WORK INSTRUCTIONS: A verbatim copy of the records below, pictures omitted, is the task.

EXTRACTED DATA:
********

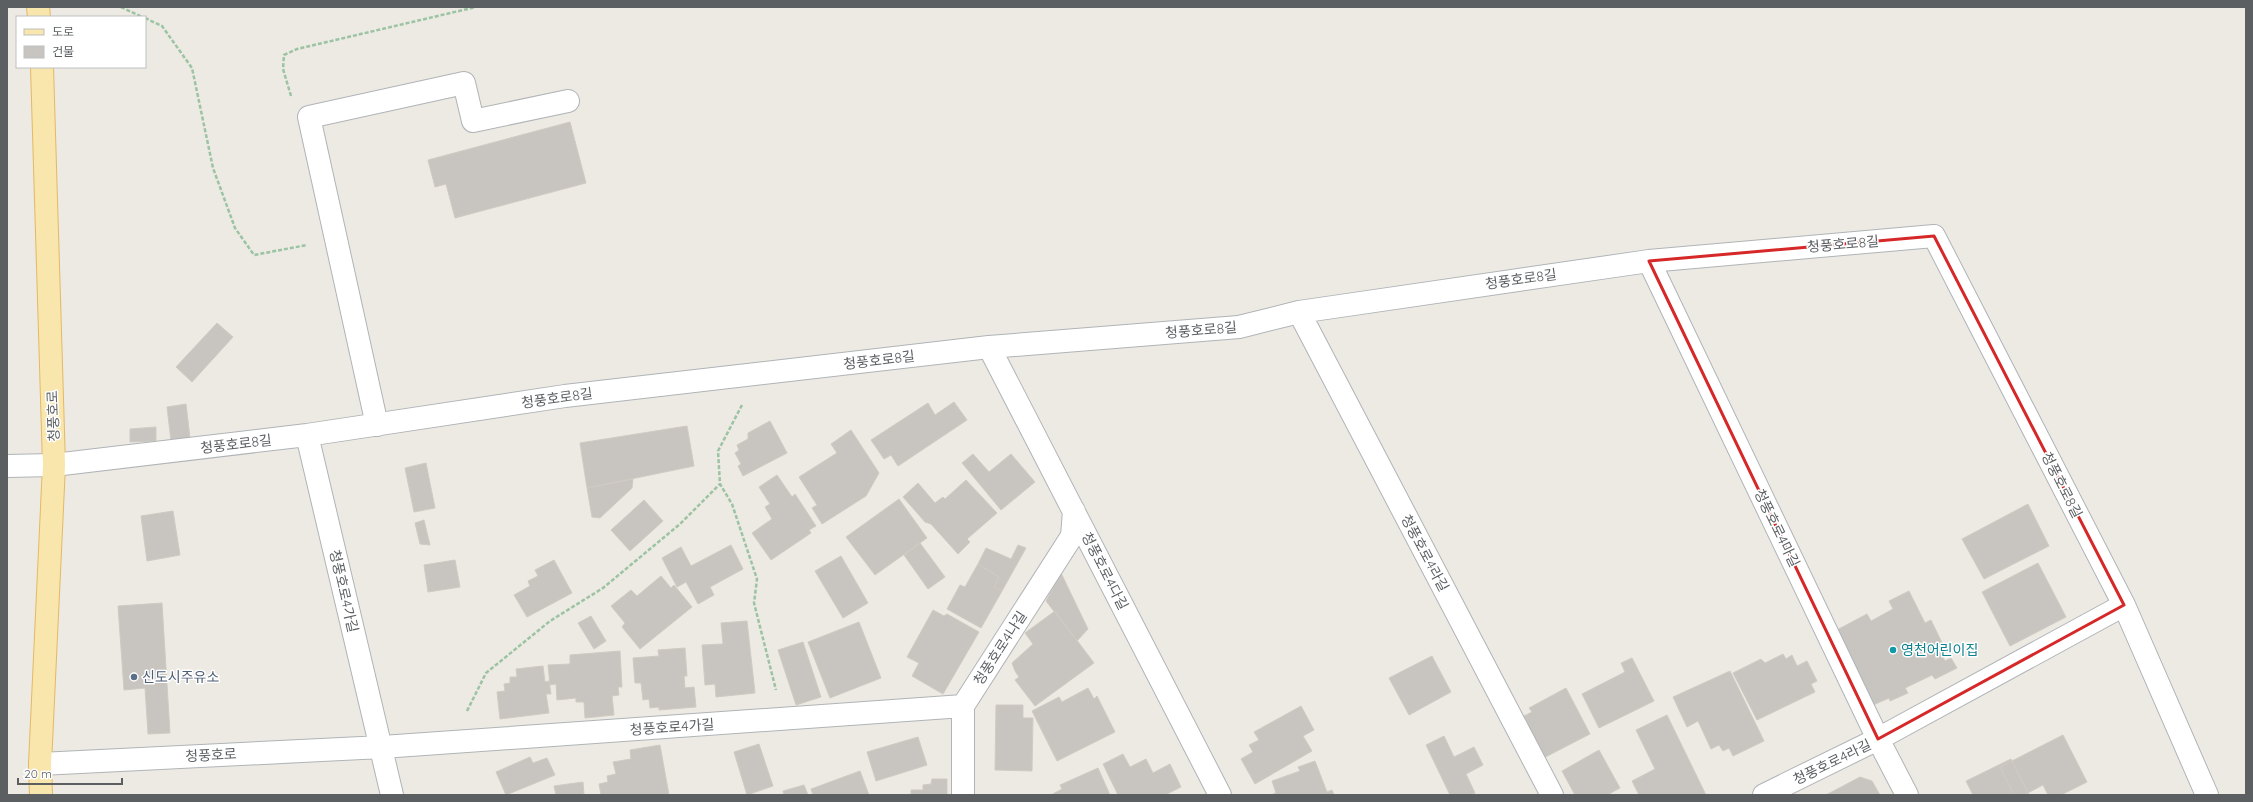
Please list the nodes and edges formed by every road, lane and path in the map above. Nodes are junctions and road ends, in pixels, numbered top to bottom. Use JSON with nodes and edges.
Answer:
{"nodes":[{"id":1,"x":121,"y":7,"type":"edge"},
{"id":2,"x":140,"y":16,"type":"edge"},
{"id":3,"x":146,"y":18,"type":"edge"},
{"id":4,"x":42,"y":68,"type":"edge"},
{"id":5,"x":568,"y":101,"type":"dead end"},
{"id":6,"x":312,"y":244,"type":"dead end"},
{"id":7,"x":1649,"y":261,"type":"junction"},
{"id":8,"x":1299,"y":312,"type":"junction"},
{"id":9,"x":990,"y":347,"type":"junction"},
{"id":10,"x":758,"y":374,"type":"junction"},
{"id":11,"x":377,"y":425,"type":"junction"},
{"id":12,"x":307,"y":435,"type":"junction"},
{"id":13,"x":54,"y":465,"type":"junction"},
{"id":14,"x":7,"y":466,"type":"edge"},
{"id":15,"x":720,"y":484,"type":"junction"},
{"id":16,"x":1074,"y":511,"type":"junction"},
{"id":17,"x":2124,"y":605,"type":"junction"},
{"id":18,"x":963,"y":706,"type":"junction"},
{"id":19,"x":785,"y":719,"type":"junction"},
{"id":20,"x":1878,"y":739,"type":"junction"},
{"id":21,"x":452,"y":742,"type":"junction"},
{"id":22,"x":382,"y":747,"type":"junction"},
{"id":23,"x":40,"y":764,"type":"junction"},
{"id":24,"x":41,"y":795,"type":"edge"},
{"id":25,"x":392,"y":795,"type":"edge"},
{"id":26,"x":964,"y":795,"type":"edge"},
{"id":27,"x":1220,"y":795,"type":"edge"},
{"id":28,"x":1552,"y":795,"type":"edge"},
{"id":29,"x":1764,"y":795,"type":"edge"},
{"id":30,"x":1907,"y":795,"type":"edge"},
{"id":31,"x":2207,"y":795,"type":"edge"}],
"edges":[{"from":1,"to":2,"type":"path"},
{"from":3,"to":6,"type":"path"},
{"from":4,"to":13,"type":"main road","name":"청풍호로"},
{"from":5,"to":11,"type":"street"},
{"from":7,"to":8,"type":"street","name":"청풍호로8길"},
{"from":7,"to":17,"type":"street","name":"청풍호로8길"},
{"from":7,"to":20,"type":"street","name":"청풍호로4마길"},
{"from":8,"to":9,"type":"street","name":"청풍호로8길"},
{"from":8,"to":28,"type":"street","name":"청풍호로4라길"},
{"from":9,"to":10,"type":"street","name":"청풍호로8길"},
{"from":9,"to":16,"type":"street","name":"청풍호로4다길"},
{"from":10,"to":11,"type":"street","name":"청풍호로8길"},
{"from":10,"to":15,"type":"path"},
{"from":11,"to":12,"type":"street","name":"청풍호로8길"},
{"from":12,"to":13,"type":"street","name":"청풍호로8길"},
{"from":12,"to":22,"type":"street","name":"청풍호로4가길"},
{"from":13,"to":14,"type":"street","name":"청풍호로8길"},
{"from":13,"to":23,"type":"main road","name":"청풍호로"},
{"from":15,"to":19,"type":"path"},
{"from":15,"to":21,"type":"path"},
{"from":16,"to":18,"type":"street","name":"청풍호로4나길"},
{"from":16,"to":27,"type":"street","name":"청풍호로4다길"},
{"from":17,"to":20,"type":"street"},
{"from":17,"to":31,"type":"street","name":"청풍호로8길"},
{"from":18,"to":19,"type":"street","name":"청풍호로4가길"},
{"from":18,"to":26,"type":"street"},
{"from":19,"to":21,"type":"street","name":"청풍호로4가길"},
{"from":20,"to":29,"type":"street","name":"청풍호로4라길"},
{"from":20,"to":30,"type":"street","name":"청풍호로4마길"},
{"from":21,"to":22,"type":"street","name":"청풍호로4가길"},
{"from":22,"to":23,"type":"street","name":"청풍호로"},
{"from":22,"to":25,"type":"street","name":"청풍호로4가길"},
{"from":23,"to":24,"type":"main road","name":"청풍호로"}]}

********

RESULT OF THE EXERCISE:
Please list the nodes and edges formed by every road, lane and path in the map above. Nodes are junctions and road ends, in pixels, numbered top to bottom. Use JSON with nodes and edges.
Answer:
{"nodes":[{"id":1,"x":121,"y":7,"type":"edge"},
{"id":2,"x":140,"y":16,"type":"edge"},
{"id":3,"x":146,"y":18,"type":"edge"},
{"id":4,"x":42,"y":68,"type":"edge"},
{"id":5,"x":568,"y":101,"type":"dead end"},
{"id":6,"x":312,"y":244,"type":"dead end"},
{"id":7,"x":1649,"y":261,"type":"junction"},
{"id":8,"x":1299,"y":312,"type":"junction"},
{"id":9,"x":990,"y":347,"type":"junction"},
{"id":10,"x":758,"y":374,"type":"junction"},
{"id":11,"x":377,"y":425,"type":"junction"},
{"id":12,"x":307,"y":435,"type":"junction"},
{"id":13,"x":54,"y":465,"type":"junction"},
{"id":14,"x":7,"y":466,"type":"edge"},
{"id":15,"x":720,"y":484,"type":"junction"},
{"id":16,"x":1074,"y":511,"type":"junction"},
{"id":17,"x":2124,"y":605,"type":"junction"},
{"id":18,"x":963,"y":706,"type":"junction"},
{"id":19,"x":785,"y":719,"type":"junction"},
{"id":20,"x":1878,"y":739,"type":"junction"},
{"id":21,"x":452,"y":742,"type":"junction"},
{"id":22,"x":382,"y":747,"type":"junction"},
{"id":23,"x":40,"y":764,"type":"junction"},
{"id":24,"x":41,"y":795,"type":"edge"},
{"id":25,"x":392,"y":795,"type":"edge"},
{"id":26,"x":964,"y":795,"type":"edge"},
{"id":27,"x":1220,"y":795,"type":"edge"},
{"id":28,"x":1552,"y":795,"type":"edge"},
{"id":29,"x":1764,"y":795,"type":"edge"},
{"id":30,"x":1907,"y":795,"type":"edge"},
{"id":31,"x":2207,"y":795,"type":"edge"}],
"edges":[{"from":1,"to":2,"type":"path"},
{"from":3,"to":6,"type":"path"},
{"from":4,"to":13,"type":"main road","name":"청풍호로"},
{"from":5,"to":11,"type":"street"},
{"from":7,"to":8,"type":"street","name":"청풍호로8길"},
{"from":7,"to":17,"type":"street","name":"청풍호로8길"},
{"from":7,"to":20,"type":"street","name":"청풍호로4마길"},
{"from":8,"to":9,"type":"street","name":"청풍호로8길"},
{"from":8,"to":28,"type":"street","name":"청풍호로4라길"},
{"from":9,"to":10,"type":"street","name":"청풍호로8길"},
{"from":9,"to":16,"type":"street","name":"청풍호로4다길"},
{"from":10,"to":11,"type":"street","name":"청풍호로8길"},
{"from":10,"to":15,"type":"path"},
{"from":11,"to":12,"type":"street","name":"청풍호로8길"},
{"from":12,"to":13,"type":"street","name":"청풍호로8길"},
{"from":12,"to":22,"type":"street","name":"청풍호로4가길"},
{"from":13,"to":14,"type":"street","name":"청풍호로8길"},
{"from":13,"to":23,"type":"main road","name":"청풍호로"},
{"from":15,"to":19,"type":"path"},
{"from":15,"to":21,"type":"path"},
{"from":16,"to":18,"type":"street","name":"청풍호로4나길"},
{"from":16,"to":27,"type":"street","name":"청풍호로4다길"},
{"from":17,"to":20,"type":"street"},
{"from":17,"to":31,"type":"street","name":"청풍호로8길"},
{"from":18,"to":19,"type":"street","name":"청풍호로4가길"},
{"from":18,"to":26,"type":"street"},
{"from":19,"to":21,"type":"street","name":"청풍호로4가길"},
{"from":20,"to":29,"type":"street","name":"청풍호로4라길"},
{"from":20,"to":30,"type":"street","name":"청풍호로4마길"},
{"from":21,"to":22,"type":"street","name":"청풍호로4가길"},
{"from":22,"to":23,"type":"street","name":"청풍호로"},
{"from":22,"to":25,"type":"street","name":"청풍호로4가길"},
{"from":23,"to":24,"type":"main road","name":"청풍호로"}]}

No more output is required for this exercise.